In [None]:
import pandas as pd

In [None]:
df = pd.read_csv("../data/destinations.csv")
df.head()

In [None]:
print("Number of destinations: ", df.shape[0])
print("Number of attributes: ", df.shape[1])


In [None]:
# City, country and continent names are not relevant for the training
city_names = df["city"].copy()
destinations = df.drop(columns=["city", "country", "continent"])
destinations

In [None]:
destinations["climate"].unique()

In [None]:
# One-Hot encoding
climate_dummies = pd.get_dummies(
    destinations["climate"],
    prefix="climate"
)

destinations = pd.concat([destinations.drop(columns=["climate"]), climate_dummies], axis=1)

In [None]:
destinations.head()

In [None]:
destinations["safety_rating"].unique()

In [None]:
# Min-Max normalize
min_s = destinations["safety_rating"].min()
max_s = destinations["safety_rating"].max()
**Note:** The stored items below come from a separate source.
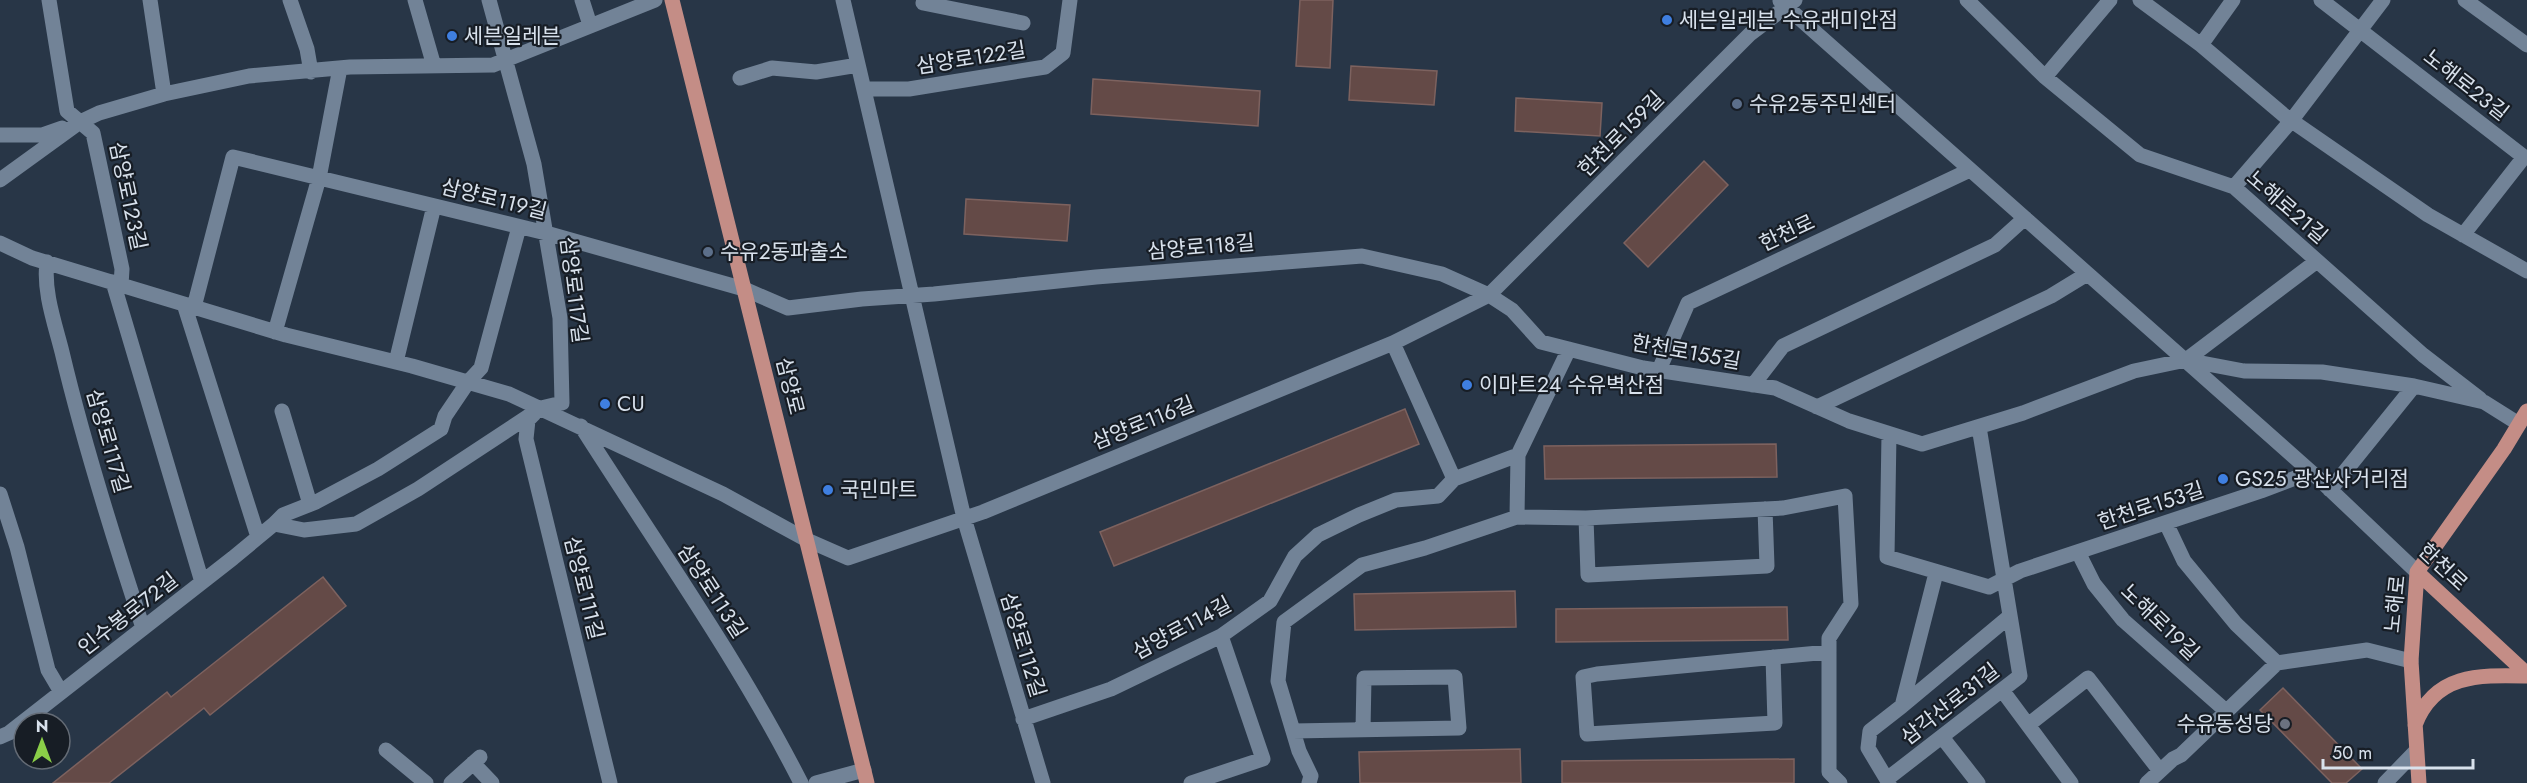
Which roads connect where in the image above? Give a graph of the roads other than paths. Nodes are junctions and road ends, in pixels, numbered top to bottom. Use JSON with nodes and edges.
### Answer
{"nodes":[{"id":1,"x":49,"y":0,"type":"edge"},
{"id":2,"x":150,"y":0,"type":"edge"},
{"id":3,"x":290,"y":0,"type":"edge"},
{"id":4,"x":415,"y":0,"type":"edge"},
{"id":5,"x":489,"y":0,"type":"edge"},
{"id":6,"x":582,"y":0,"type":"edge"},
{"id":7,"x":655,"y":0,"type":"edge"},
{"id":8,"x":672,"y":0,"type":"edge"},
{"id":9,"x":843,"y":0,"type":"edge"},
{"id":10,"x":924,"y":0,"type":"edge"},
{"id":11,"x":1070,"y":0,"type":"edge"},
{"id":12,"x":1967,"y":0,"type":"edge"},
{"id":13,"x":2110,"y":0,"type":"edge"},
{"id":14,"x":2140,"y":0,"type":"edge"},
{"id":15,"x":2233,"y":0,"type":"edge"},
{"id":16,"x":2320,"y":0,"type":"edge"},
{"id":17,"x":2383,"y":0,"type":"edge"},
{"id":18,"x":2466,"y":0,"type":"edge"},
{"id":19,"x":1787,"y":2,"type":"edge"},
{"id":20,"x":1023,"y":23,"type":"dead end"},
{"id":21,"x":590,"y":25,"type":"junction"},
{"id":22,"x":2360,"y":30,"type":"junction"},
{"id":23,"x":2201,"y":45,"type":"junction"},
{"id":24,"x":2527,"y":45,"type":"edge"},
{"id":25,"x":506,"y":58,"type":"junction"},
{"id":26,"x":858,"y":65,"type":"junction"},
{"id":27,"x":434,"y":66,"type":"junction"},
{"id":28,"x":340,"y":68,"type":"junction"},
{"id":29,"x":311,"y":72,"type":"junction"},
{"id":30,"x":2045,"y":77,"type":"junction"},
{"id":31,"x":740,"y":78,"type":"dead end"},
{"id":32,"x":864,"y":89,"type":"junction"},
{"id":33,"x":164,"y":94,"type":"junction"},
{"id":34,"x":2291,"y":121,"type":"junction"},
{"id":35,"x":80,"y":122,"type":"junction"},
{"id":36,"x":0,"y":135,"type":"edge"},
{"id":37,"x":1970,"y":170,"type":"junction"},
{"id":38,"x":319,"y":178,"type":"junction"},
{"id":39,"x":0,"y":180,"type":"edge"},
{"id":40,"x":2234,"y":187,"type":"junction"},
{"id":41,"x":434,"y":206,"type":"junction"},
{"id":42,"x":2025,"y":218,"type":"junction"},
{"id":43,"x":519,"y":227,"type":"junction"},
{"id":44,"x":546,"y":233,"type":"junction"},
{"id":45,"x":2463,"y":235,"type":"junction"},
{"id":46,"x":0,"y":243,"type":"edge"},
{"id":47,"x":2317,"y":261,"type":"junction"},
{"id":48,"x":47,"y":262,"type":"junction"},
{"id":49,"x":2527,"y":271,"type":"edge"},
{"id":50,"x":2088,"y":273,"type":"junction"},
{"id":51,"x":117,"y":284,"type":"junction"},
{"id":52,"x":744,"y":289,"type":"junction"},
{"id":53,"x":1489,"y":295,"type":"junction"},
{"id":54,"x":911,"y":296,"type":"junction"},
{"id":55,"x":189,"y":306,"type":"junction"},
{"id":56,"x":275,"y":332,"type":"junction"},
{"id":57,"x":1394,"y":343,"type":"junction"},
{"id":58,"x":1569,"y":349,"type":"junction"},
{"id":59,"x":2186,"y":360,"type":"junction"},
{"id":60,"x":396,"y":362,"type":"junction"},
{"id":61,"x":1659,"y":370,"type":"junction"},
{"id":62,"x":468,"y":382,"type":"junction"},
{"id":63,"x":1753,"y":385,"type":"junction"},
{"id":64,"x":2414,"y":386,"type":"junction"},
{"id":65,"x":2484,"y":402,"type":"junction"},
{"id":66,"x":1817,"y":407,"type":"junction"},
{"id":67,"x":541,"y":408,"type":"junction"},
{"id":68,"x":282,"y":411,"type":"dead end"},
{"id":69,"x":2523,"y":417,"type":"edge"},
{"id":70,"x":581,"y":426,"type":"junction"},
{"id":71,"x":1979,"y":427,"type":"junction"},
{"id":72,"x":1889,"y":434,"type":"junction"},
{"id":73,"x":1518,"y":455,"type":"junction"},
{"id":74,"x":2311,"y":472,"type":"junction"},
{"id":75,"x":1454,"y":479,"type":"junction"},
{"id":76,"x":2330,"y":490,"type":"junction"},
{"id":77,"x":0,"y":494,"type":"edge"},
{"id":78,"x":310,"y":504,"type":"junction"},
{"id":79,"x":1765,"y":508,"type":"junction"},
{"id":80,"x":1517,"y":517,"type":"junction"},
{"id":81,"x":964,"y":518,"type":"junction"},
{"id":82,"x":1586,"y":518,"type":"junction"},
{"id":83,"x":2166,"y":522,"type":"junction"},
{"id":84,"x":274,"y":524,"type":"junction"},
{"id":85,"x":258,"y":537,"type":"junction"},
{"id":86,"x":807,"y":540,"type":"junction"},
{"id":87,"x":2078,"y":552,"type":"junction"},
{"id":88,"x":2417,"y":572,"type":"junction"},
{"id":89,"x":1936,"y":573,"type":"junction"},
{"id":90,"x":2004,"y":580,"type":"junction"},
{"id":91,"x":202,"y":582,"type":"junction"},
{"id":92,"x":2010,"y":616,"type":"junction"},
{"id":93,"x":143,"y":628,"type":"junction"},
{"id":94,"x":1221,"y":636,"type":"junction"},
{"id":95,"x":1829,"y":652,"type":"junction"},
{"id":96,"x":1773,"y":657,"type":"junction"},
{"id":97,"x":2411,"y":661,"type":"junction"},
{"id":98,"x":2277,"y":663,"type":"junction"},
{"id":99,"x":2526,"y":672,"type":"edge"},
{"id":100,"x":2002,"y":690,"type":"junction"},
{"id":101,"x":61,"y":693,"type":"junction"},
{"id":102,"x":1902,"y":706,"type":"junction"},
{"id":103,"x":2226,"y":711,"type":"junction"},
{"id":104,"x":1023,"y":719,"type":"junction"},
{"id":105,"x":2028,"y":725,"type":"junction"},
{"id":106,"x":2414,"y":728,"type":"junction"},
{"id":107,"x":1363,"y":730,"type":"junction"},
{"id":108,"x":1293,"y":731,"type":"junction"},
{"id":109,"x":2,"y":733,"type":"edge"},
{"id":110,"x":1942,"y":737,"type":"junction"},
{"id":111,"x":386,"y":750,"type":"dead end"},
{"id":112,"x":2415,"y":752,"type":"junction"},
{"id":113,"x":2160,"y":771,"type":"junction"},
{"id":114,"x":865,"y":776,"type":"edge"},
{"id":115,"x":1834,"y":781,"type":"edge"},
{"id":116,"x":1888,"y":781,"type":"edge"},
{"id":117,"x":426,"y":783,"type":"edge"},
{"id":118,"x":451,"y":783,"type":"edge"},
{"id":119,"x":492,"y":783,"type":"edge"},
{"id":120,"x":610,"y":783,"type":"edge"},
{"id":121,"x":801,"y":783,"type":"edge"},
{"id":122,"x":816,"y":783,"type":"edge"},
{"id":123,"x":1043,"y":783,"type":"edge"},
{"id":124,"x":1191,"y":783,"type":"edge"},
{"id":125,"x":1309,"y":783,"type":"edge"},
{"id":126,"x":1978,"y":783,"type":"edge"},
{"id":127,"x":2072,"y":783,"type":"edge"},
{"id":128,"x":2146,"y":783,"type":"edge"},
{"id":129,"x":2385,"y":783,"type":"edge"},
{"id":130,"x":2418,"y":783,"type":"edge"}],
"edges":[{"from":1,"to":35,"type":"street","name":"삼양로123길"},
{"from":2,"to":33,"type":"street"},
{"from":3,"to":29,"type":"street"},
{"from":4,"to":27,"type":"street"},
{"from":5,"to":25,"type":"street"},
{"from":6,"to":21,"type":"street"},
{"from":7,"to":21,"type":"street","name":"삼양로123길"},
{"from":8,"to":52,"type":"main road","name":"삼양로"},
{"from":9,"to":26,"type":"street"},
{"from":10,"to":20,"type":"street"},
{"from":11,"to":32,"type":"street","name":"삼양로122길"},
{"from":12,"to":30,"type":"street","name":"노해로21길"},
{"from":13,"to":30,"type":"street"},
{"from":14,"to":23,"type":"street"},
{"from":15,"to":23,"type":"street"},
{"from":16,"to":22,"type":"street"},
{"from":17,"to":22,"type":"street"},
{"from":18,"to":24,"type":"street"},
{"from":19,"to":37,"type":"street","name":"한천로"},
{"from":19,"to":53,"type":"street","name":"한천로159길"},
{"from":21,"to":25,"type":"street","name":"삼양로123길"},
{"from":22,"to":34,"type":"street"},
{"from":22,"to":45,"type":"street","name":"노해로23길"},
{"from":23,"to":34,"type":"street"},
{"from":25,"to":27,"type":"street","name":"삼양로123길"},
{"from":25,"to":44,"type":"street","name":"삼양로117길"},
{"from":26,"to":31,"type":"street"},
{"from":26,"to":32,"type":"street"},
{"from":27,"to":28,"type":"street","name":"삼양로123길"},
{"from":28,"to":29,"type":"street","name":"삼양로123길"},
{"from":28,"to":38,"type":"street"},
{"from":29,"to":33,"type":"street","name":"삼양로123길"},
{"from":30,"to":40,"type":"street","name":"노해로21길"},
{"from":32,"to":54,"type":"street"},
{"from":33,"to":35,"type":"street","name":"삼양로123길"},
{"from":34,"to":40,"type":"street"},
{"from":34,"to":45,"type":"street"},
{"from":35,"to":36,"type":"street","name":"삼양로123길"},
{"from":35,"to":39,"type":"street","name":"삼양로123길"},
{"from":35,"to":51,"type":"street","name":"삼양로123길"},
{"from":37,"to":42,"type":"street","name":"한천로"},
{"from":37,"to":61,"type":"street","name":"한천로"},
{"from":38,"to":41,"type":"street","name":"삼양로119길"},
{"from":38,"to":55,"type":"street","name":"삼양로119길"},
{"from":38,"to":56,"type":"street"},
{"from":40,"to":47,"type":"street","name":"노해로21길"},
{"from":41,"to":43,"type":"street","name":"삼양로119길"},
{"from":41,"to":60,"type":"street"},
{"from":42,"to":50,"type":"street","name":"한천로"},
{"from":42,"to":63,"type":"street"},
{"from":43,"to":44,"type":"street","name":"삼양로119길"},
{"from":43,"to":62,"type":"street"},
{"from":44,"to":52,"type":"street","name":"삼양로119길"},
{"from":44,"to":67,"type":"street","name":"삼양로117길"},
{"from":45,"to":49,"type":"street"},
{"from":46,"to":48,"type":"street"},
{"from":47,"to":59,"type":"street"},
{"from":47,"to":65,"type":"street","name":"노해로21길"},
{"from":48,"to":51,"type":"street"},
{"from":48,"to":93,"type":"street","name":"삼양로117길"},
{"from":50,"to":59,"type":"street","name":"한천로"},
{"from":50,"to":66,"type":"street"},
{"from":51,"to":55,"type":"street"},
{"from":51,"to":91,"type":"street"},
{"from":52,"to":54,"type":"street","name":"삼양로118길"},
{"from":52,"to":86,"type":"main road","name":"삼양로"},
{"from":53,"to":54,"type":"street","name":"삼양로118길"},
{"from":53,"to":57,"type":"street","name":"삼양로116길"},
{"from":53,"to":58,"type":"street","name":"한천로155길"},
{"from":54,"to":81,"type":"street"},
{"from":55,"to":56,"type":"street"},
{"from":55,"to":85,"type":"street"},
{"from":56,"to":60,"type":"street"},
{"from":57,"to":75,"type":"street"},
{"from":57,"to":81,"type":"street","name":"삼양로116길"},
{"from":58,"to":61,"type":"street","name":"한천로155길"},
{"from":58,"to":73,"type":"street"},
{"from":59,"to":64,"type":"street","name":"노해로"},
{"from":59,"to":71,"type":"street","name":"한천로155길"},
{"from":59,"to":74,"type":"street","name":"한천로"},
{"from":60,"to":62,"type":"street"},
{"from":61,"to":63,"type":"street","name":"한천로155길"},
{"from":62,"to":67,"type":"street"},
{"from":62,"to":78,"type":"street","name":"인수봉로72길"},
{"from":63,"to":66,"type":"street","name":"한천로155길"},
{"from":64,"to":65,"type":"street","name":"노해로"},
{"from":64,"to":76,"type":"street"},
{"from":65,"to":69,"type":"street","name":"노해로"},
{"from":66,"to":72,"type":"street","name":"한천로155길"},
{"from":67,"to":70,"type":"street"},
{"from":67,"to":84,"type":"street"},
{"from":67,"to":120,"type":"street","name":"삼양로111길"},
{"from":68,"to":78,"type":"street"},
{"from":69,"to":88,"type":"main road","name":"노해로"},
{"from":70,"to":86,"type":"street"},
{"from":70,"to":121,"type":"street","name":"삼양로113길"},
{"from":71,"to":72,"type":"street","name":"한천로155길"},
{"from":71,"to":90,"type":"street"},
{"from":72,"to":89,"type":"street"},
{"from":73,"to":75,"type":"street","name":"삼양로114길"},
{"from":73,"to":80,"type":"street"},
{"from":74,"to":76,"type":"street","name":"한천로"},
{"from":74,"to":83,"type":"street","name":"한천로153길"},
{"from":75,"to":94,"type":"street","name":"삼양로114길"},
{"from":76,"to":88,"type":"street","name":"한천로"},
{"from":77,"to":101,"type":"street"},
{"from":78,"to":84,"type":"street","name":"인수봉로72길"},
{"from":79,"to":82,"type":"street"},
{"from":79,"to":82,"type":"street"},
{"from":79,"to":95,"type":"street"},
{"from":80,"to":82,"type":"street"},
{"from":80,"to":108,"type":"street"},
{"from":81,"to":86,"type":"street","name":"삼양로116길"},
{"from":81,"to":104,"type":"street","name":"삼양로112길"},
{"from":83,"to":87,"type":"street","name":"한천로153길"},
{"from":83,"to":98,"type":"street"},
{"from":84,"to":85,"type":"street","name":"인수봉로72길"},
{"from":85,"to":91,"type":"street","name":"인수봉로72길"},
{"from":86,"to":114,"type":"main road","name":"삼양로"},
{"from":87,"to":90,"type":"street","name":"한천로153길"},
{"from":87,"to":103,"type":"street","name":"노해로19길"},
{"from":88,"to":97,"type":"main road","name":"노해로"},
{"from":88,"to":99,"type":"main road","name":"한천로"},
{"from":89,"to":90,"type":"street"},
{"from":89,"to":102,"type":"street","name":"삼각산로31길"},
{"from":90,"to":92,"type":"street","name":"삼각산로31길"},
{"from":91,"to":93,"type":"street","name":"인수봉로72길"},
{"from":92,"to":100,"type":"street","name":"삼각산로31길"},
{"from":92,"to":102,"type":"street","name":"삼각산로31길"},
{"from":93,"to":101,"type":"street","name":"인수봉로72길"},
{"from":94,"to":104,"type":"street","name":"삼양로114길"},
{"from":94,"to":124,"type":"street"},
{"from":95,"to":96,"type":"street"},
{"from":95,"to":115,"type":"street"},
{"from":96,"to":96,"type":"street"},
{"from":97,"to":98,"type":"street"},
{"from":97,"to":106,"type":"main road","name":"노해로"},
{"from":98,"to":103,"type":"street"},
{"from":99,"to":106,"type":"main road"},
{"from":100,"to":105,"type":"street"},
{"from":100,"to":110,"type":"street","name":"삼각산로31길"},
{"from":101,"to":109,"type":"street","name":"인수봉로72길"},
{"from":102,"to":116,"type":"street","name":"삼각산로31길"},
{"from":103,"to":113,"type":"street"},
{"from":104,"to":123,"type":"street","name":"삼양로112길"},
{"from":105,"to":113,"type":"street"},
{"from":105,"to":127,"type":"street"},
{"from":106,"to":112,"type":"main road","name":"노해로"},
{"from":107,"to":107,"type":"street"},
{"from":107,"to":108,"type":"street"},
{"from":108,"to":125,"type":"street"},
{"from":110,"to":116,"type":"street","name":"삼각산로31길"},
{"from":110,"to":126,"type":"street"},
{"from":111,"to":117,"type":"street"},
{"from":112,"to":129,"type":"street"},
{"from":112,"to":130,"type":"main road","name":"노해로"},
{"from":113,"to":128,"type":"street"},
{"from":114,"to":122,"type":"street"},
{"from":118,"to":119,"type":"street"}]}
destinations["safety_rating"] = (destinations["safety_rating"] - min_s) / (max_s - min_s)
destinations["safety_rating"]

In [None]:
destinations["popularity"].unique()

In [None]:
# Min-Max normalize
min_s = destinations["popularity"].min()
max_s = destinations["popularity"].max()

destinations["popularity"] = (destinations["popularity"] - min_s) / (max_s - min_s)
destinations["popularity"]

# Training the Neural Network with training data

In [None]:
df_training = pd.read_csv("../data/training_data.csv")
df_training.shape

In [None]:
df_training.head()

In [None]:
# Checking to see if there are any missing values
df_training.isnull().sum().sum()

In [None]:
# Split the data for X and y (target)
drop_columns = ['user_id', 'destination_id', 'dest_city', 'dest_country', 'dest_continent', 
                'compatibility_score']

X = df_training.drop(columns=drop_columns + ['label'])
y = df_training['label']

In [None]:
unique_counts = pd.DataFrame.from_records([(col, df_training[col].nunique()) for col in df_training.columns],
                          columns=['Column_Name', 'Num_Unique']).sort_values(by=['Num_Unique'])
unique_counts

In [None]:
for col in df_training.columns:
    if df_training[col].nunique() < 29:
        df_training[col] = df_training[col].astype('category')

In [None]:
from sklearn.preprocessing import LabelEncoder

categorical_cols = X.select_dtypes(include=['object']).columns.tolist()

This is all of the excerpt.